Sunday Services
Unless noted, we have one Sunday worship service at 10:00 a.m.
Child care is available.
January 1: Come greet 2012
We will have a traditional burning ceremony to leave the unwanted of 2011 behind, and will share the most interesting ideas and events you encountered last year.
January 8: Four Stages of Unitarian Universalism
Over the years I have come to realize that our liberal religious process is distinguished by four stages that must be completed satisfactorily or, somewhere along the way, many members and their religious societies tend to part company.
These stages are important because they help us to understand a good bit about what UU societies are in the first place -- what they do and what value they are to us and we are to them. Understanding this process is important because it is what makes UUs different from most other religious groups. Rev. Don in the pulpit.
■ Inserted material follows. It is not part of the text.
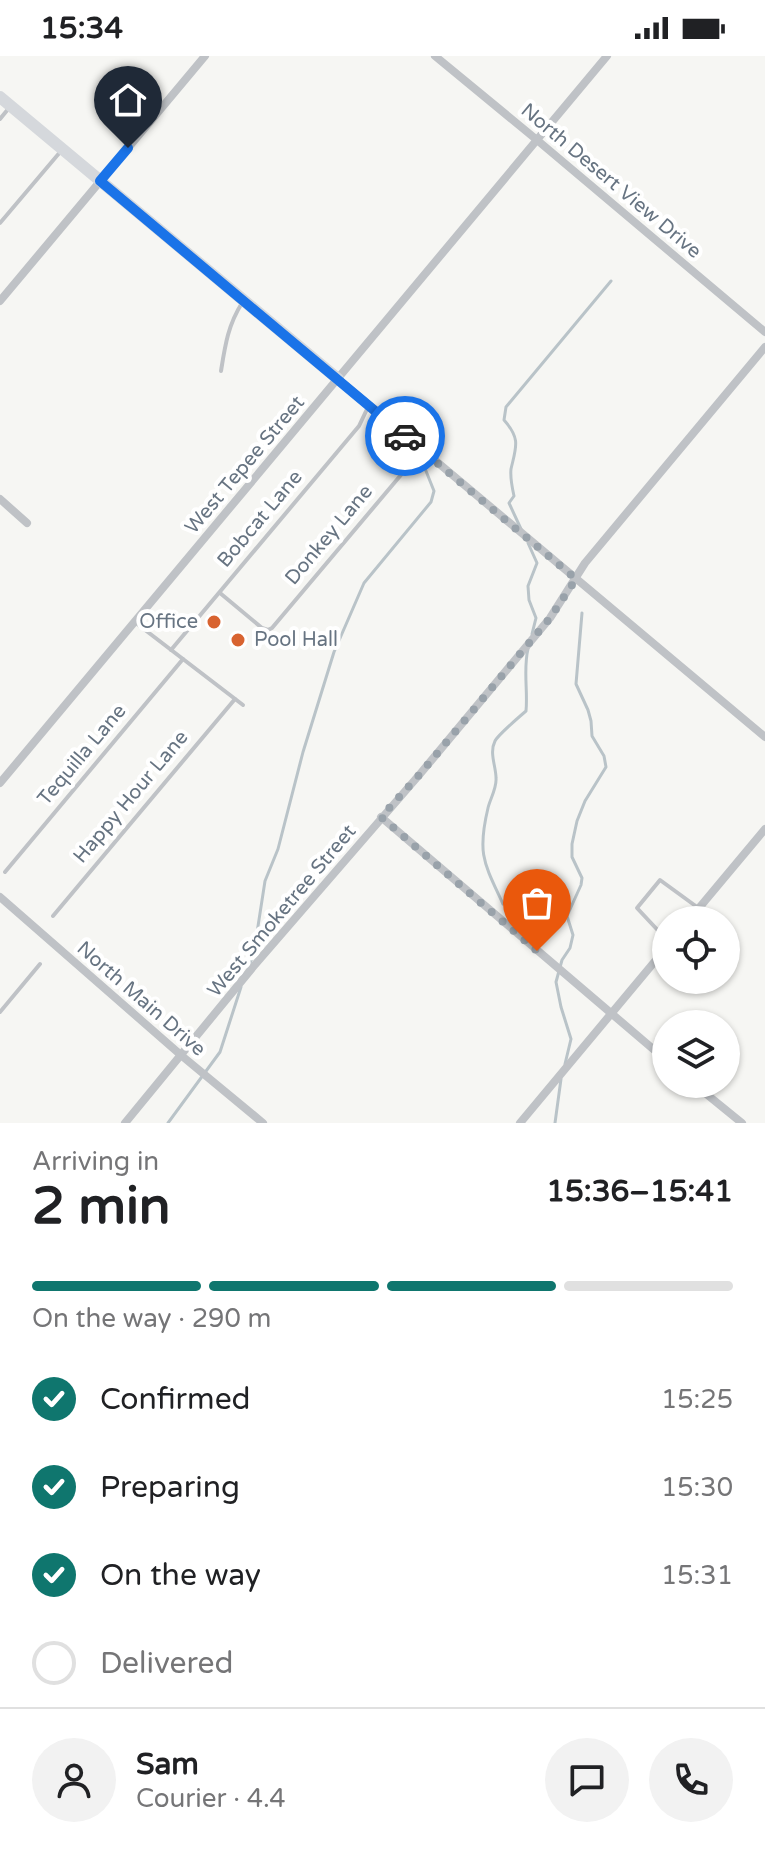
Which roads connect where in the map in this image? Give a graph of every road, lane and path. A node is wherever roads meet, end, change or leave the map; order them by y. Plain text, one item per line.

January 15: Liberal Love in a Hateful
World
This is the Sunday before Martin Luther King, Jr.’s Day, and we are surrounded by the sobering reminder in today’s world of what the absence of love does to people. This service will deal with what, in this morass of obviously misguided expectations of love, do religious liberals really have to offer. Rev. Don in the pulpit.
January 22: Coming Home
This service will point to the personal impact of discerning the difference between where we are and where our dream once promised we would be. Rev. Don in the pulpit.
January 29: Connect with Respect
Today the CCC—see page 5— will explain what the committee is, what they've been doing, and what it means to you. There will be demonstrations of some of the offerings of the committee. Come explore!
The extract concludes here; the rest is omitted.